- **Stored data**
----------------

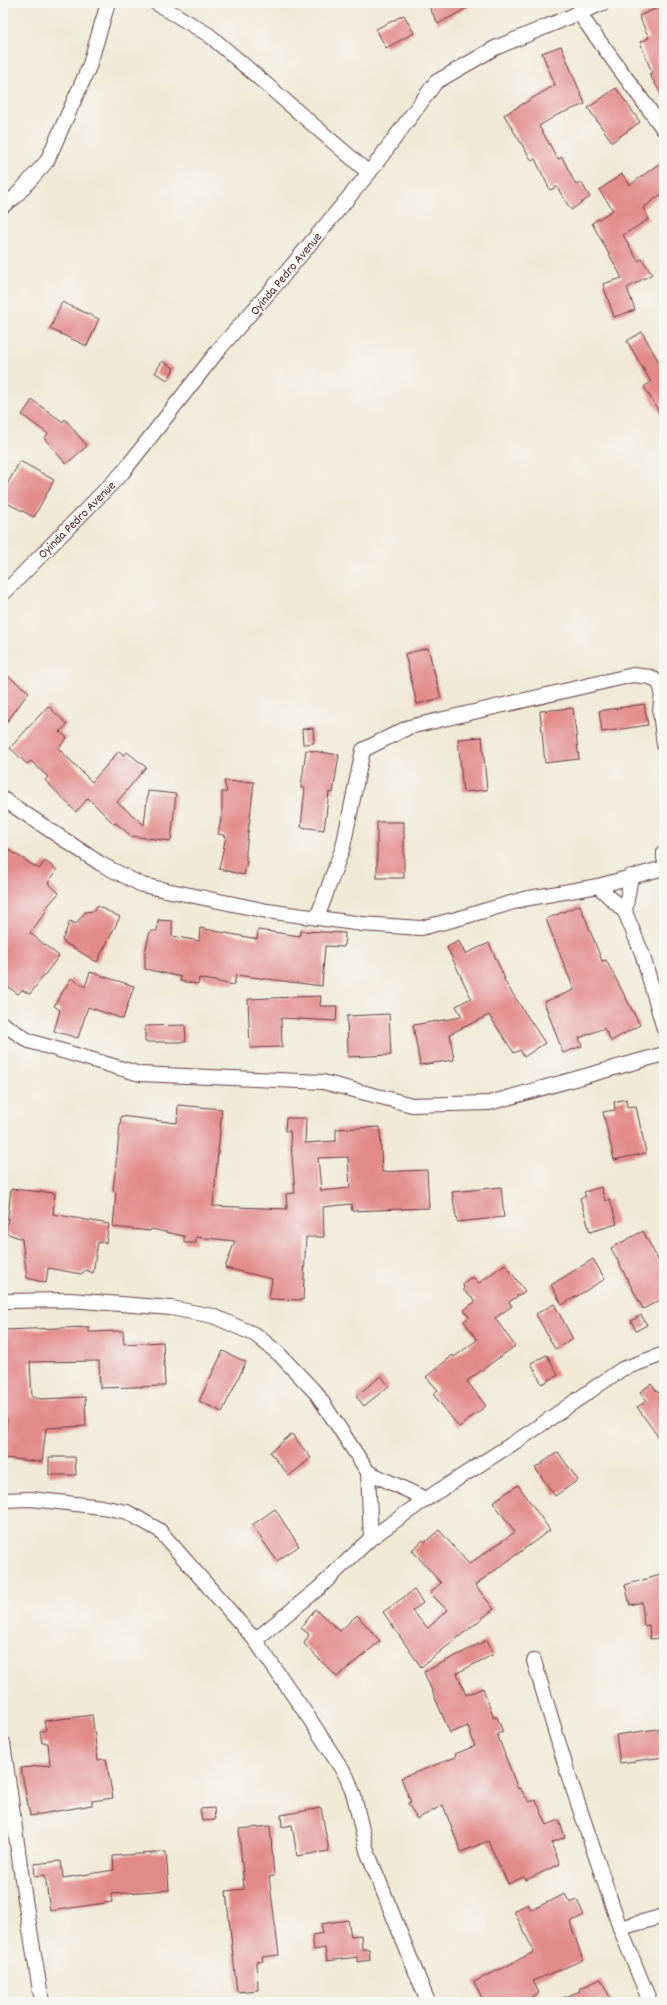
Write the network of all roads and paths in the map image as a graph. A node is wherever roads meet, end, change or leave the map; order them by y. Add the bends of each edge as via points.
1 (108, 3) edge
2 (156, 3) edge
3 (603, 3) edge
4 (578, 12) junction
5 (664, 130) edge
6 (369, 173) junction
7 (3, 206) edge
8 (3, 594) edge
9 (664, 745) edge
10 (3, 799) edge
11 (664, 852) edge
12 (664, 858) edge
13 (664, 868) edge
14 (631, 876) junction
15 (598, 886) junction
16 (625, 912) junction
17 (317, 918) junction
18 (3, 1024) edge
19 (664, 1029) edge
20 (664, 1054) edge
21 (3, 1301) edge
22 (664, 1354) edge
23 (368, 1472) junction
24 (426, 1498) junction
25 (3, 1500) edge
26 (371, 1538) junction
27 (255, 1640) junction
28 (534, 1661) dead end
29 (3, 1743) edge
30 (664, 1916) edge
31 (620, 1928) junction
32 (42, 2002) edge
33 (428, 2002) edge
34 (650, 2002) edge

1 - 7 street via 89,68 46,161 15,197
2 - 6 street via 209,35
3 - 4 street, Oyinda Pedro Avenue
4 - 5 street
4 - 6 street, Oyinda Pedro Avenue via 495,48 436,82
6 - 8 street, Oyinda Pedro Avenue via 220,348 122,472
9 - 17 street via 660,712 662,691 659,682 652,677 633,675 409,727 363,750 344,847
10 - 17 street via 101,864 142,884 267,911
11 - 12 street
13 - 14 street
14 - 15 street
14 - 16 street
15 - 16 street
15 - 17 street via 524,899 421,928
16 - 19 street via 642,952
18 - 20 street via 29,1041 140,1074 323,1082 412,1105 489,1103
21 - 23 street via 70,1300 171,1308 213,1316 256,1335 279,1354 317,1394
22 - 24 street via 622,1369 529,1433
23 - 24 street
23 - 26 street
24 - 26 street
25 - 27 street via 31,1499 127,1512 159,1530
26 - 27 street via 319,1588
27 - 33 street via 347,1777 367,1851
28 - 31 street via 568,1774
29 - 32 street
30 - 31 street
31 - 34 street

----------------

- **Brief**
Repeat exactly, please: transcribe each entry and leave out the pictures.

- **Output for this task**
Write the network of all roads and paths in the map image as a graph. A node is wherever roads meet, end, change or leave the map; order them by y. Add the bends of each edge as via points.
1 (108, 3) edge
2 (156, 3) edge
3 (603, 3) edge
4 (578, 12) junction
5 (664, 130) edge
6 (369, 173) junction
7 (3, 206) edge
8 (3, 594) edge
9 (664, 745) edge
10 (3, 799) edge
11 (664, 852) edge
12 (664, 858) edge
13 (664, 868) edge
14 (631, 876) junction
15 (598, 886) junction
16 (625, 912) junction
17 (317, 918) junction
18 (3, 1024) edge
19 (664, 1029) edge
20 (664, 1054) edge
21 (3, 1301) edge
22 (664, 1354) edge
23 (368, 1472) junction
24 (426, 1498) junction
25 (3, 1500) edge
26 (371, 1538) junction
27 (255, 1640) junction
28 (534, 1661) dead end
29 (3, 1743) edge
30 (664, 1916) edge
31 (620, 1928) junction
32 (42, 2002) edge
33 (428, 2002) edge
34 (650, 2002) edge

1 - 7 street via 89,68 46,161 15,197
2 - 6 street via 209,35
3 - 4 street, Oyinda Pedro Avenue
4 - 5 street
4 - 6 street, Oyinda Pedro Avenue via 495,48 436,82
6 - 8 street, Oyinda Pedro Avenue via 220,348 122,472
9 - 17 street via 660,712 662,691 659,682 652,677 633,675 409,727 363,750 344,847
10 - 17 street via 101,864 142,884 267,911
11 - 12 street
13 - 14 street
14 - 15 street
14 - 16 street
15 - 16 street
15 - 17 street via 524,899 421,928
16 - 19 street via 642,952
18 - 20 street via 29,1041 140,1074 323,1082 412,1105 489,1103
21 - 23 street via 70,1300 171,1308 213,1316 256,1335 279,1354 317,1394
22 - 24 street via 622,1369 529,1433
23 - 24 street
23 - 26 street
24 - 26 street
25 - 27 street via 31,1499 127,1512 159,1530
26 - 27 street via 319,1588
27 - 33 street via 347,1777 367,1851
28 - 31 street via 568,1774
29 - 32 street
30 - 31 street
31 - 34 street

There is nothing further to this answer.